Ambas instancias son parte esencial del Sistema Interamericano, fundamentalmente un sistema de derechos humanos, un detalle no menor y obviado en la crítica de la canciller. Con ello también se soslaya, tal vez como punto más general, que la diplomacia de los derechos humanos no es una diplomacia necesariamente entre Estados ni para Estados. Habitual en el Cono Sur de los setenta, en Europa Oriental bajo el comunismo y en la Cuba de los Castro, por citar algunos ejemplos, y ya sea practicada por misiones nacionales o por organismos internacionales, la actividad diplomática en derechos humanos tiene como objetivo al ciudadano afectado por una arbitrariedad.
En otras palabras, la diplomacia de los derechos humanos es la permanente injerencia en los asuntos internos. Tal vez un paso más y los funcionarios argentinos que tan vehementemente reprobaron a Almagro habrían estado en consonancia retórica con Maduro y Castro, quienes siempre rechazan «la intervención extranjera». Es decir, objetan la diplomacia de los derechos humanos.
Con mayor franqueza reaccionaron las cámaras empresariales de la Provincia de Jujuy, quienes masivamente, y en un documento con título «En honor a la justicia y la verdad», rechazaron toda intromisión o avasallamiento al accionar de la justicia de la provincia por parte de organismos internacionales, enfatizando que el orden mundial se basa en «la libre determinación de los pueblos», literalmente. Ahora sí, ni Maduro ni Castro podrían haberlo dicho mejor.

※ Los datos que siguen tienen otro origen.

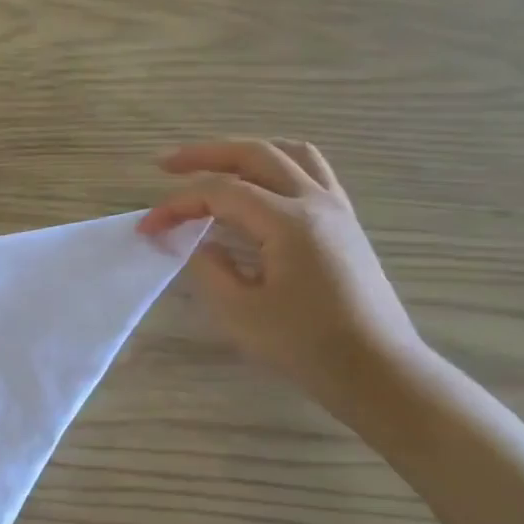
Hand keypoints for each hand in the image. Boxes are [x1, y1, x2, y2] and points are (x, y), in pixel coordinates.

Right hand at [139, 140, 424, 409]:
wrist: (375, 369)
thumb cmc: (304, 344)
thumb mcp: (238, 312)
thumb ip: (209, 268)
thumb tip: (200, 244)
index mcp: (288, 222)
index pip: (220, 193)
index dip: (177, 204)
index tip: (148, 228)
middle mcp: (315, 202)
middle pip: (256, 155)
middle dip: (205, 155)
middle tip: (166, 165)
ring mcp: (336, 209)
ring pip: (290, 155)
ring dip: (245, 154)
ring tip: (213, 167)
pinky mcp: (345, 224)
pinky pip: (310, 173)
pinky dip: (275, 167)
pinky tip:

Y más honesto todavía fue el presiente Macri, aún a costa de revelar un problema grave. Ante una pregunta periodística sobre el caso respondió que «a la mayoría de los argentinos nos ha parecido que había una cantidad de delitos importantes que se habían cometido por parte de Sala», admitiendo lo que era un secreto a voces: que el gobierno hace encuestas sobre Milagro Sala. El inconveniente es que si la justicia se administra en base a encuestas, el debido proceso está por definición ausente. Un paso más y habría que votar las sentencias judiciales.
Además de la culpabilidad o la inocencia de Milagro Sala, la próxima encuesta debería preguntarles a los jujeños si les parece que viven en democracia o bajo un autoritarismo subnacional del que todos son parte, un espejo en el que todos se reflejan independientemente del partido en el poder. Ya sea con Milagro Sala desde la calle o con el gobernador Gerardo Morales desde su oficina, en esta especie de sultanato humahuaqueño el Estado de Derecho no es más que un deseo. Allí también la justicia aparece sin venda en los ojos.